Diamond is ForeverKIM HONEY
Saturday June 2, 2001
The king of karaoke classics appears to be hot again with a new legion of fans, KIM HONEY writes. But as your grandmother can attest, he never really went away.
It's rarely hip to be square, particularly for a pop star. In Neil Diamond's case, the upbeat songs, the Seventies bouffant and the squeaky-clean image combine to produce an entertainer a grandmother could love. That's a big enough turnoff for any self-respecting rock fan.
Now, after writing karaoke classics for more than 30 years, the man who penned an antidrug tune called The Pot Smokers Song in 1968 is being discovered by a new generation. Retro is cool, and apparently that extends to the man who wrote Forever in Blue Jeans, Crunchy Granola Suite and Hello Again.
Go to a ball game and listen to the crowd follow the bouncing ball as they sing along to Sweet Caroline, the centrepiece of Labatt's new Out of the Blue ad campaign.
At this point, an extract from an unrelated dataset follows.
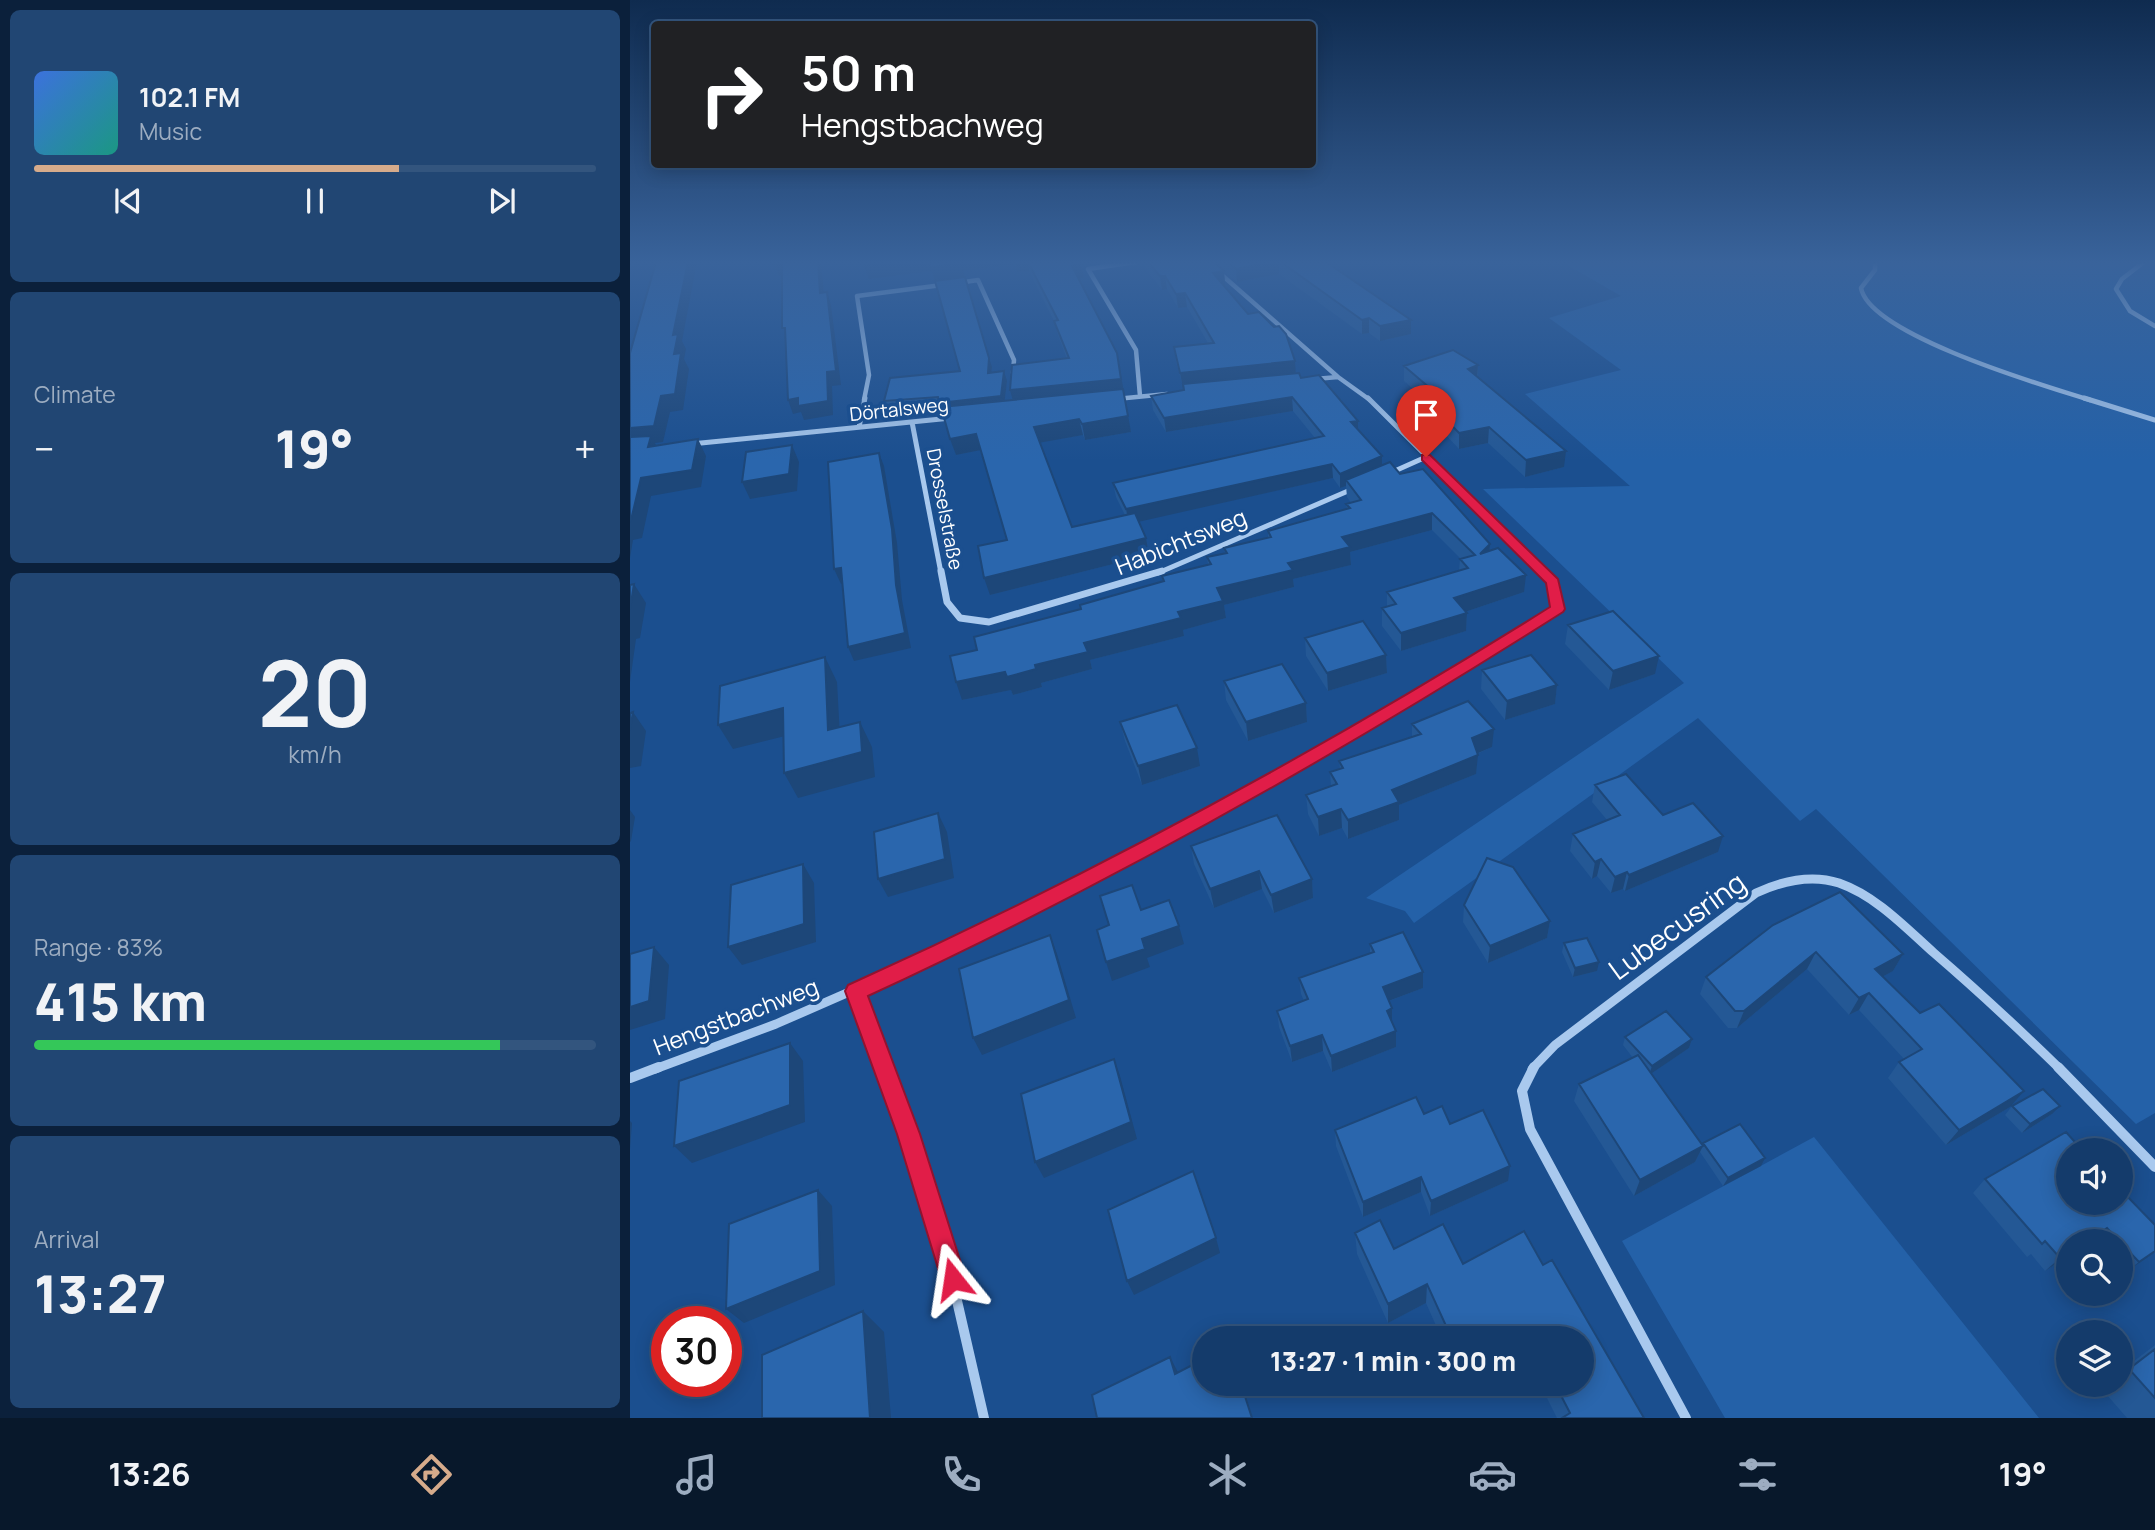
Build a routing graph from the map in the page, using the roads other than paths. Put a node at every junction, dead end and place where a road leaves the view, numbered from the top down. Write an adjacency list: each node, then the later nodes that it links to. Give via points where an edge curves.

At the theatre, you can hear Eddie Murphy, the voice of Shrek's sidekick, sing I'm a Believer, the 1966 hit Diamond wrote for the Monkees. In Saving Silverman, the main characters play in a Neil Diamond tribute band. The movie's finale, filmed at Vancouver's Pacific Coliseum last July, features a cameo by Diamond. The credits roll to I Believe in Happy Endings, a song from his new, as-yet-unnamed album, scheduled to be in stores July 24.
Look at Jane Campion's flick, Holy Smoke, and listen to Diamond sing Holly Holy. Then there's Lost and Found, a forgettable 1999 movie starring David Spade, in which the former Saturday Night Live star lip-synchs to Brother Love's Traveling Salvation Show at a party. Sweet Caroline inspired a sing-along at a bar in 1996's Beautiful Girls.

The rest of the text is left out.